How to Rise Above Rude Behavior

How to be civil and practice good manners even when you’re tested.

By Judith Martin and P. M. Forni from Reader's Digest

     

    You can come out of the house now: Good manners are back in style. But there’s always going to be someone who will rain on your parade. We consulted Judith Martin (Miss Manners’ Guide to Excruciatingly Correct Behavior) and civility expert P. M. Forni (The Civility Solution: What to Do When People Are Rude) for their tips on how to behave like a human being even when you’re tested.

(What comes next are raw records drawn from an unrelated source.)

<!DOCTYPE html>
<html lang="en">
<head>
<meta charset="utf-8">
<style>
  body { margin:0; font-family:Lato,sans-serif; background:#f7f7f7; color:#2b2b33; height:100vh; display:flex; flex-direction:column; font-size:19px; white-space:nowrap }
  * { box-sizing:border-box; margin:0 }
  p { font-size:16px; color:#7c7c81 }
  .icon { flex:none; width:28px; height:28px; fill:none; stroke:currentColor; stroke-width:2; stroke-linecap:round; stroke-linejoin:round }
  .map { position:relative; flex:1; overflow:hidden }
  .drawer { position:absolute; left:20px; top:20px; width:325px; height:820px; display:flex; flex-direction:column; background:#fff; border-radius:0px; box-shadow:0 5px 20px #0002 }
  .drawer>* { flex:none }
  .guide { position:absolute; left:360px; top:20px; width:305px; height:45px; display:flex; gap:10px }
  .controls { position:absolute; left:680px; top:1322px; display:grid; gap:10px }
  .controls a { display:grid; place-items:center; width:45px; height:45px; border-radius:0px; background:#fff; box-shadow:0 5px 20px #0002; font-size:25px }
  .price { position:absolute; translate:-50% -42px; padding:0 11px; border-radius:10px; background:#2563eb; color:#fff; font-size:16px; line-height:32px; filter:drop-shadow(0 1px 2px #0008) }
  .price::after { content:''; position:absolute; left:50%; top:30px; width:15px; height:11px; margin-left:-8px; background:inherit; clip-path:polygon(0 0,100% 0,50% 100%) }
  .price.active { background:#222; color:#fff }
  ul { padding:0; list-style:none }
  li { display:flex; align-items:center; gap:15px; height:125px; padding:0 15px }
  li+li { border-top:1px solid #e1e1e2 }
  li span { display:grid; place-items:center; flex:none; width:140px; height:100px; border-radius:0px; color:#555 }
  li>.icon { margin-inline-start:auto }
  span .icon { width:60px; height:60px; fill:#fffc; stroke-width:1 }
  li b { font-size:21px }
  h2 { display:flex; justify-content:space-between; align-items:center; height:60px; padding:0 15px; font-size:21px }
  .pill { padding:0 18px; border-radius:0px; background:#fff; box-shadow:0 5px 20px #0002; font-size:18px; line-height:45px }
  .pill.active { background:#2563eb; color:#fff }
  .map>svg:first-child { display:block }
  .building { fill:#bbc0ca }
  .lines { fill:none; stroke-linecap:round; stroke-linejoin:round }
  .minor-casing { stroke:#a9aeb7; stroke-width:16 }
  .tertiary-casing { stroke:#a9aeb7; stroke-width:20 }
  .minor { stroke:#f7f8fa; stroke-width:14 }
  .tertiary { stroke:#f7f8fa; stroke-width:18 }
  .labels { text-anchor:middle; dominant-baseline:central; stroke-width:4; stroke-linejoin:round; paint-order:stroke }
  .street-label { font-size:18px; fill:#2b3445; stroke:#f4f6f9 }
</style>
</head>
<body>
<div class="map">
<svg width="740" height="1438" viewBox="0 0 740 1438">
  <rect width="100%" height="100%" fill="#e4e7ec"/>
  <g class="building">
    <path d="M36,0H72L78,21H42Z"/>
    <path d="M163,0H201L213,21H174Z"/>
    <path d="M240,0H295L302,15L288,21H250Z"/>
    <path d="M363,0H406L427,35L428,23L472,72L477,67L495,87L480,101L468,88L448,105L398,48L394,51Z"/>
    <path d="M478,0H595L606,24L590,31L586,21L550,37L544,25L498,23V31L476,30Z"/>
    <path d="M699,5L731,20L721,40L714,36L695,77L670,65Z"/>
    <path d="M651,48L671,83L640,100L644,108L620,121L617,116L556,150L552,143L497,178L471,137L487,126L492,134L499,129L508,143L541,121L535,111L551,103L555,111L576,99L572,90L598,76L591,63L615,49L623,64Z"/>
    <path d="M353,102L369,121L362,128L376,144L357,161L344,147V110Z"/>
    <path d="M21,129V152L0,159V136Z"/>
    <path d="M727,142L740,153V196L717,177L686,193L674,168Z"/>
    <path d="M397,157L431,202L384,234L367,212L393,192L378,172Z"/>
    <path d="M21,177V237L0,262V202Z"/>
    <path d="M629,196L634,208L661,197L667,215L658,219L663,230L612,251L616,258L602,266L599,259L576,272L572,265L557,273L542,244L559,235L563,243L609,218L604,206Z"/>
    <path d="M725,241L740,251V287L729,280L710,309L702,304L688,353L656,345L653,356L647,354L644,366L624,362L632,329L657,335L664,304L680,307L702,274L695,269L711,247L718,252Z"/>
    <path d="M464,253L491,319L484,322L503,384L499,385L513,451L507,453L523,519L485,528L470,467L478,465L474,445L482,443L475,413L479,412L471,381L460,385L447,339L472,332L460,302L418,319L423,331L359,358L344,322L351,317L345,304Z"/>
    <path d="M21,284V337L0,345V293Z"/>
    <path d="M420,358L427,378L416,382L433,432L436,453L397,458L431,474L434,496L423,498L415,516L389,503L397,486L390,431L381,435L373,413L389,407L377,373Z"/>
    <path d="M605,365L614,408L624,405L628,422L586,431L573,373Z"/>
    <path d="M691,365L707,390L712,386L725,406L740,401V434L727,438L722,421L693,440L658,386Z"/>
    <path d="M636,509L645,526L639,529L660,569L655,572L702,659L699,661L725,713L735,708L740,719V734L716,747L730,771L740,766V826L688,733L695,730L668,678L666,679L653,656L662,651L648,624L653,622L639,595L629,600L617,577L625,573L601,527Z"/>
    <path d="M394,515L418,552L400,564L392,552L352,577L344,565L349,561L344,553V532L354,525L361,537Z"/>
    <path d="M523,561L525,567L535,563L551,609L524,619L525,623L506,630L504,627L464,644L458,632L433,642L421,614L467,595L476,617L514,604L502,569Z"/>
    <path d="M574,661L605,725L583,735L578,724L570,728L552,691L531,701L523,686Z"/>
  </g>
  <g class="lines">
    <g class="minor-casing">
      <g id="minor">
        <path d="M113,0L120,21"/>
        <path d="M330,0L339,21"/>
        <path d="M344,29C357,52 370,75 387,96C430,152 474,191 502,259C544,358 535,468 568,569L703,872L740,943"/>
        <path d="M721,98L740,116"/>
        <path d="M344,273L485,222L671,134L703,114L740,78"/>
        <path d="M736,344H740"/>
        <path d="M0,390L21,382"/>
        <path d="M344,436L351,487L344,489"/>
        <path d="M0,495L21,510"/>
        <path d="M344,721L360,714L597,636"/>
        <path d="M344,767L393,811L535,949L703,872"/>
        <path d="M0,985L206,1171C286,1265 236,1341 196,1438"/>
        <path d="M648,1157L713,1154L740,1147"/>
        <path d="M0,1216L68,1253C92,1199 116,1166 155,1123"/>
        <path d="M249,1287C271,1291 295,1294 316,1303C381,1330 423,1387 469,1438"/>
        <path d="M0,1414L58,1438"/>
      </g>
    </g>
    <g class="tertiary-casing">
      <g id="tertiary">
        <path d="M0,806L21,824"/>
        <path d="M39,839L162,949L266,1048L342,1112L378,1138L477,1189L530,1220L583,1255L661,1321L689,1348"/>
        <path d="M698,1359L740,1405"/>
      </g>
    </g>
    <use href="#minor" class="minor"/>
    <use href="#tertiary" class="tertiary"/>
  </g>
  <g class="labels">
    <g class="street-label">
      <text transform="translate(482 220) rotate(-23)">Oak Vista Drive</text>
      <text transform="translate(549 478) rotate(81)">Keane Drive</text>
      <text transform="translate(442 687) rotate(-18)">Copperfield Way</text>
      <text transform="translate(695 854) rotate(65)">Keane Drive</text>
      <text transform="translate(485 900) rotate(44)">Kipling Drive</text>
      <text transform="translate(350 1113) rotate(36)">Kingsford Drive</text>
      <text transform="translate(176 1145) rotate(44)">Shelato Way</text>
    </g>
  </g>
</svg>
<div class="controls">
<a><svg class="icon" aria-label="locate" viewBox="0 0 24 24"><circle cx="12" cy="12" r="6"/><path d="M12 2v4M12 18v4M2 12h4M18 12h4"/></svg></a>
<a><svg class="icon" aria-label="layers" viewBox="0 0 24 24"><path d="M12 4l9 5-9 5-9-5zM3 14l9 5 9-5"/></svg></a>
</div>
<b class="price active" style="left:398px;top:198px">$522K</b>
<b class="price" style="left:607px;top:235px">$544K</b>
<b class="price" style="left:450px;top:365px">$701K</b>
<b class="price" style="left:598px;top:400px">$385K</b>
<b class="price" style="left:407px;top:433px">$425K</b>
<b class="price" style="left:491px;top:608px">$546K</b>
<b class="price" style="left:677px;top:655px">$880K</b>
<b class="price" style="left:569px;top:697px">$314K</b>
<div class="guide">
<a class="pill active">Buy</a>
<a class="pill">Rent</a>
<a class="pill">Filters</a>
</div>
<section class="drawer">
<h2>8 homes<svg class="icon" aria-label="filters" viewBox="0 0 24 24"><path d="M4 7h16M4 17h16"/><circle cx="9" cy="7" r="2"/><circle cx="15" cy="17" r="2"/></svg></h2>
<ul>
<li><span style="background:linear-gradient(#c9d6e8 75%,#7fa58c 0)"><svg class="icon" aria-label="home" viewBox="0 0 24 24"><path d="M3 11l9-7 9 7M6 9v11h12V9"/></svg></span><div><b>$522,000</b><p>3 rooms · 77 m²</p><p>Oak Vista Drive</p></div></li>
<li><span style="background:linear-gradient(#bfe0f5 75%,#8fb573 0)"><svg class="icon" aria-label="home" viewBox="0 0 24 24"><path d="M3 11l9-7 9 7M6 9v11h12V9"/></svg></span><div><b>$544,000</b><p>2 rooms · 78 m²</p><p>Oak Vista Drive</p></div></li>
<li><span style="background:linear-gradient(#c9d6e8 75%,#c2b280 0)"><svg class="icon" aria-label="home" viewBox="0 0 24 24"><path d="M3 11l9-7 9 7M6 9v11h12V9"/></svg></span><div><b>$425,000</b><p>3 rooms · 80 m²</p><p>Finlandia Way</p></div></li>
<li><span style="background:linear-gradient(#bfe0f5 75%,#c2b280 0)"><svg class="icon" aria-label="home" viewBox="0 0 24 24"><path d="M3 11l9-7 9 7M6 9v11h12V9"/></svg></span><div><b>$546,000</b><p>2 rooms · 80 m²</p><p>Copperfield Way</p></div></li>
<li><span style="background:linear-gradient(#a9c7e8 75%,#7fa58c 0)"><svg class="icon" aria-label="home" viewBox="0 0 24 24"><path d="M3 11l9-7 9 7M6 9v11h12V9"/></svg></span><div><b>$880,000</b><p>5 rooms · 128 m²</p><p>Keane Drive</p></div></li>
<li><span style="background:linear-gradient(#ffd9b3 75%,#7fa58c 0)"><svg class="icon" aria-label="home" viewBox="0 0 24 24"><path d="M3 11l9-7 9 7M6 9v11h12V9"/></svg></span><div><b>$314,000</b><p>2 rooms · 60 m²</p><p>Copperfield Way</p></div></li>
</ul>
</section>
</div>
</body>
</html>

    How to Rise Above Rude Behavior© 2009 Jupiterimages Corporation

  • 1.

    Presume goodwill.

    “This gives the other person a face-saving way to change his or her behavior. Any diplomat will tell you that the way to negotiate is to give people a graceful way to do what you want them to do,” says Martin.

  • 2.

    Don’t fight rudeness with rudeness.

    “When people encounter rude behavior in others, they often retaliate with rude behavior,” says Martin. “This doubles the amount of rudeness—it doesn’t reduce it.”


  • 3.

    Remain calm.

    “Nowadays, everyone comes out swinging,” says Martin. “[But] we do have to control our tempers—that’s civilization.”


  • 4.

    Practice restraint.

    “If it’s something minor from a stranger, ignore rude behavior,” says Forni. “If it’s from a spouse, friend, or coworker, address it in a polite, clear, positive way.”


  • 5.

    Teach good manners early.

    “When that’s done,” says Forni, “children are less likely to become narcissistic and abusive adults.”